June 10, 2013 8:43 am

AstraZeneca buys inhaled drug specialist

AstraZeneca has acted to bolster its dwindling drug pipeline with the acquisition of a Californian-based respiratory medication specialist in a deal worth as much as $1.15bn.

The Anglo-Swedish pharmaceuticals group on Monday said it had agreed to pay an initial $560m for Pearl Therapeutics, a privately owned developer of inhaled treatments for chronic obstructive pulmonary disease.

A further $450m is due in regulatory and development milestone payments, and an additional $140m will also be paid should sales targets be met, bringing the total possible price tag to $1.15bn.

Pascal Soriot, AstraZeneca chief executive, said: “Chronic obstructive pulmonary disease continues to increase worldwide and there is a growing need for the next generation of inhaled combination products.”

Chronic obstructive pulmonary disease causes the airways to narrow over time, limiting airflow to the lungs and causing shortness of breath.

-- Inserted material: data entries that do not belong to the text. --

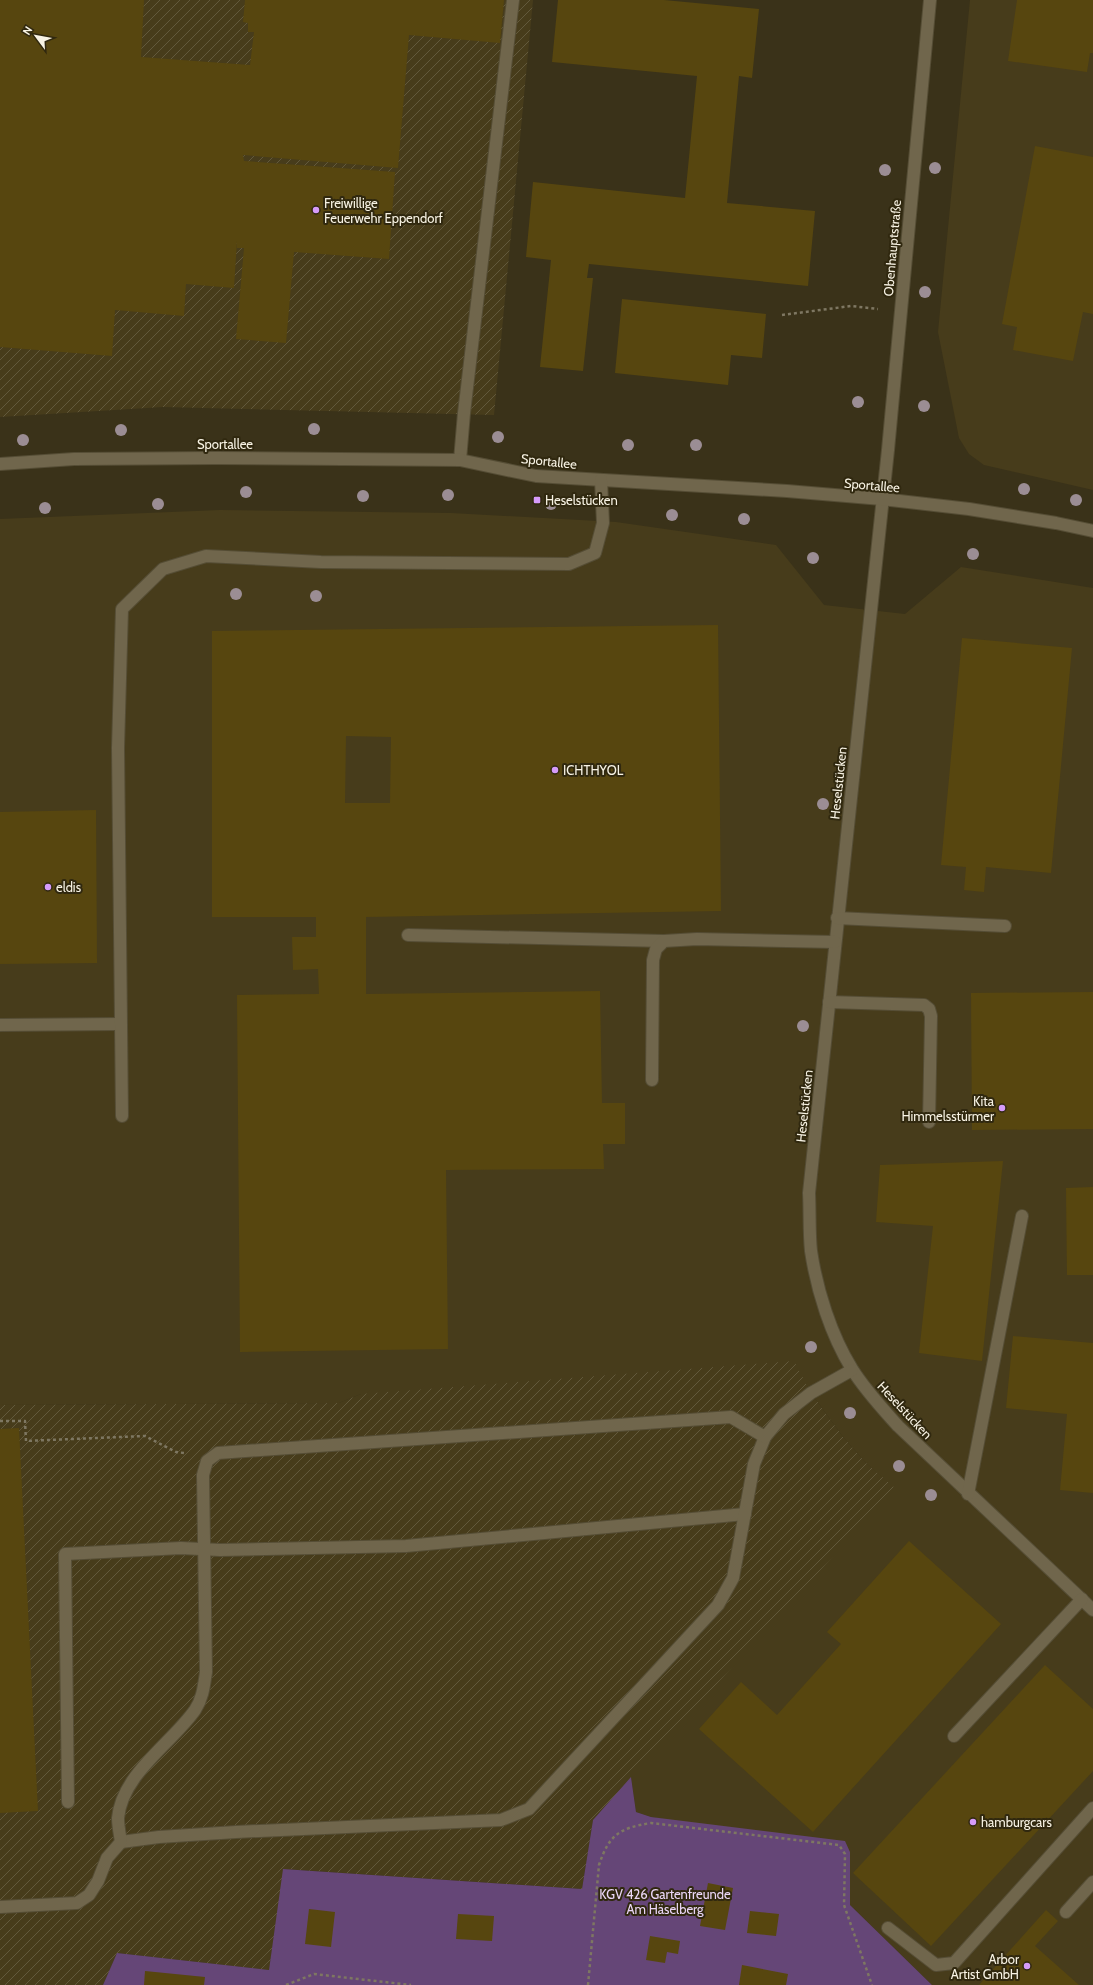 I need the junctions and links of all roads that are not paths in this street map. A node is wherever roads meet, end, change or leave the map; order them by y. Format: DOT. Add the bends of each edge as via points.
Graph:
graph roads {
  1 [pos="513,0"];
  2 [pos="930,0"];
  3 [pos="460,460"];
  4 [pos="0,464"];
  5 [pos="601,480"];
  6 [pos="882,499"];
  7 [pos="1093,531"];
  8 [pos="837,918"];
  9 [pos="1005,926"];
  10 [pos="408,935"];
  11 [pos="664,941"];
  12 [pos="835,942"];
  13 [pos="829,1002"];
  14 [pos="120,1024"];
  15 [pos="0,1025"];
  16 [pos="652,1080"];
  17 [pos="122,1116"];
  18 [pos="929,1122"];
  19 [pos="1022,1216"];
  20 [pos="852,1370"];
  21 [pos="765,1437"];
  22 [pos="968,1494"];
  23 [pos="745,1514"];
  24 [pos="203,1549"];
  25 [pos="1082,1599"];
  26 [pos="1093,1610"];
  27 [pos="954,1736"];
  28 [pos="68,1802"];
  29 [pos="1093,1808"];
  30 [pos="121,1842"];
  31 [pos="1093,1882"];
  32 [pos="0,1907"];
  33 [pos="1066,1912"];
  34 [pos="888,1928"];
  1 -- 3 [label="street" via="464,405"];
  2 -- 6 [label="street, Obenhauptstraße"];
  3 -- 4 [label="street, Sportallee" via="74,459"];
  3 -- 5 [label="street, Sportallee" via="536,476"];
  5 -- 6 [label="street, Sportallee"];
  5 -- 14 [label="street" via="603,523 596,553 568,564 321,562 206,556 163,569 122,610 118,748"];
  6 -- 7 [label="street, Sportallee" via="969,509"];
  6 -- 8 [label="street, Heselstücken"];
  8 -- 9 [label="street"];
  8 -- 12 [label="street, Heselstücken"];
  10 -- 11 [label="street"];
  11 -- 12 [label="street" via="697,938"];
  11 -- 16 [label="street" via="656,949 653,960"];
  12 -- 13 [label="street, Heselstücken"];
  13 -- 18 [label="street" via="924,1005 929,1009"];
  13 -- 20 [label="street, Heselstücken" via="809,1193 811,1251 823,1302 839,1346"];
  14 -- 15 [label="street"];
  14 -- 17 [label="street"];
  19 -- 22 [label="street"];
  20 -- 21 [label="street" via="800,1401 784,1414"];
  20 -- 22 [label="street, Heselstücken" via="898,1426"];
  21 -- 23 [label="street" via="754,1464"];
  21 -- 24 [label="street" via="731,1417 218,1453 207,1461 203,1475"];
  22 -- 25 [label="street, Heselstücken"];
  23 -- 24 [label="street" via="406,1546"];
  23 -- 30 [label="street" via="733,1578 718,1605 529,1809 501,1820 236,1832"];
  24 -- 28 [label="street" via="66,1554"];
  24 -- 30 [label="street" via="206,1672 204,1691 196,1709 140,1771 126,1795 118,1818"];
  25 -- 26 [label="street, Heselstücken"];
  25 -- 27 [label="street"];
  29 -- 34 [label="street" via="954,1963 936,1966"];
  30 -- 32 [label="street" via="107,1858 98,1882 89,1895 77,1903"];
  31 -- 33 [label="street"];
} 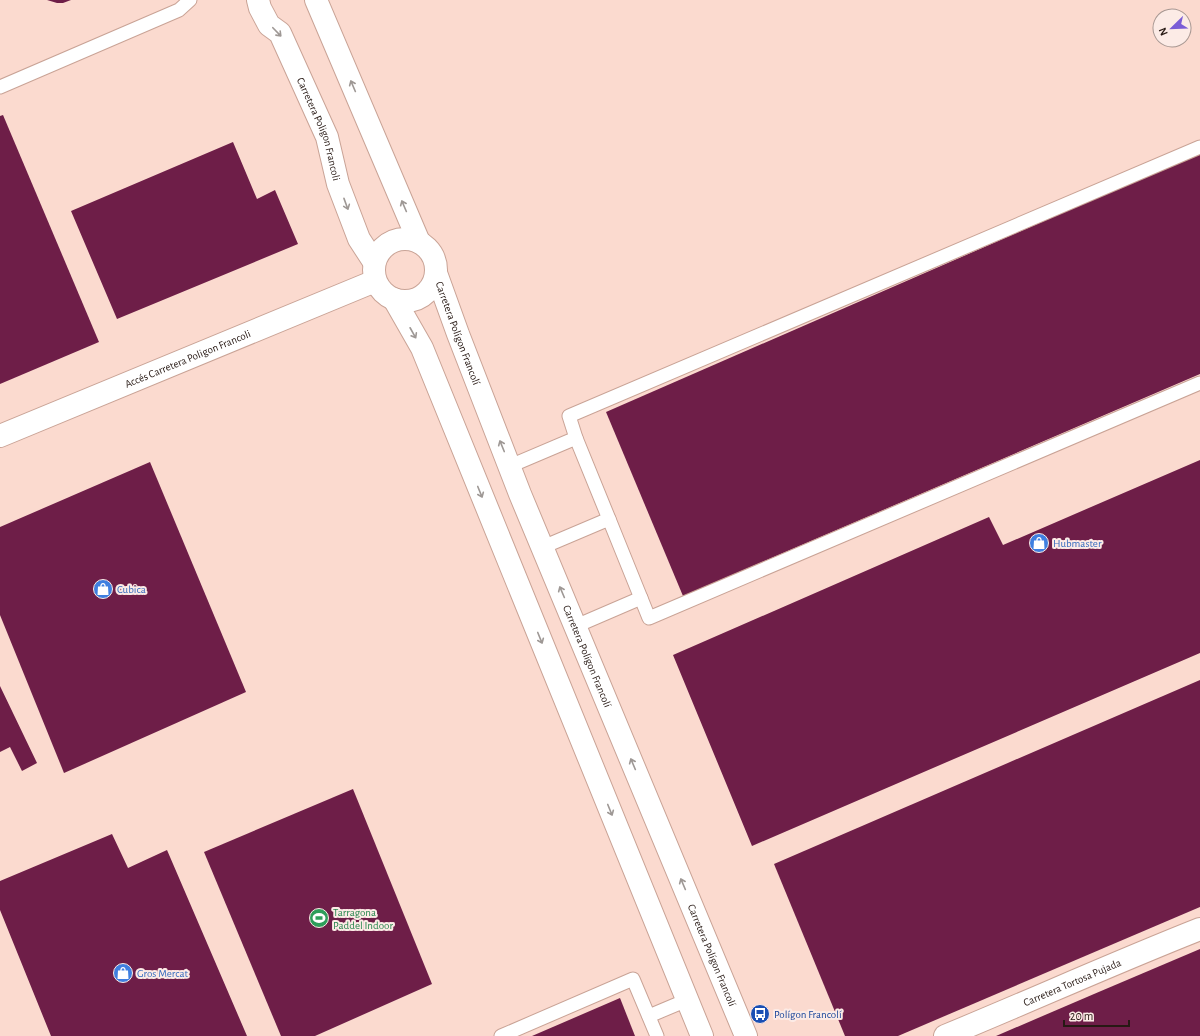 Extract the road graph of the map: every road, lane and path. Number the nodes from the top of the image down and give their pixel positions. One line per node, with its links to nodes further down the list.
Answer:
1 (190, 0): 4 (lane)
2 (258, 0): 7 (street, Carretera Poligon Francoli, one-way to 7)
3 (316, 0): 6 (street, one-way to 3)
4 (0, 87)
5 (1200, 147): 12 (lane)
6 (419, 242): 7 (street); 8 (street)
7 (375, 272): 9 (street); 11 (street, Accés Carretera Poligon Francoli)
8 (436, 273): 9 (street); 13 (street, Carretera Polígon Francolí, one-way to 8)
9 (394, 299): 19 (street, one-way to 19)
10 (1200, 382): 16 (lane)
11 (0, 436)
12 (576, 438): 13 (lane); 14 (lane)
13 (510, 466): 15 (street, Carretera Polígon Francolí)
14 (609, 519): 15 (lane); 16 (lane)
15 (543, 547): 17 (street, Carretera Polígon Francolí, one-way to 15)
16 (641, 598): 17 (lane)
17 (576, 626): 24 (street, Carretera Polígon Francolí, one-way to 17)
18 (1200, 928): 25 (street, Carretera Tortosa Pujada)
19 (687, 1000): 20 (lane); 23 (street)
20 (649, 1016): 21 (lane); 22 (lane)
21 (501, 1036)
22 (657, 1036)
23 (702, 1036)
24 (746, 1036)
25 (945, 1036)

Mr Soriot said: “Pearl’s novel formulation technology, together with its development products and specialist expertise, are a great complement to AstraZeneca’s long-established capabilities in respiratory disease.”

The FTSE 100 drugmaker said the acquisition of Pearl’s technology would complement its own asthma treatment Symbicort.

Pearl’s particular attraction for AstraZeneca is its lead product, known as PT003, which it hopes will become a new type of treatment for respiratory diseases.

The inhaled drug is in its third and final testing phase to determine whether it improves lung function in patients with moderate to severe chronic obstructive pulmonary disease.

AstraZeneca has had a poor recent run of developmental drugs.

The company was this month hit by the failure of fostamatinib, an arthritis drug with forecast annual sales of more than $1bn.

The company’s sales have also suffered from the launch in some markets of cheaper generic competitors to its Seroquel IR schizophrenia drug and Atacand, a hypertension drug sold under licence.

AstraZeneca, which this year said it would cut 5,000 jobs by 2016, has also been affected by the loss of exclusivity for sales of Crestor, a cholesterol medication, in Canada.

Savvas Neophytou, analyst at Panmure Gordon, said: “Some might choke on the price of the asset, but to us AstraZeneca’s acquisition of Pearl Therapeutics was strategically important and had to be done. AstraZeneca’s respiratory business corresponds to some 16 per cent of revenues and its pipeline was threadbare in our view.”

Shares in the drugmaker, which have risen 25 per cent over the past year, were up 0.6 per cent at £33.23 in London afternoon trading.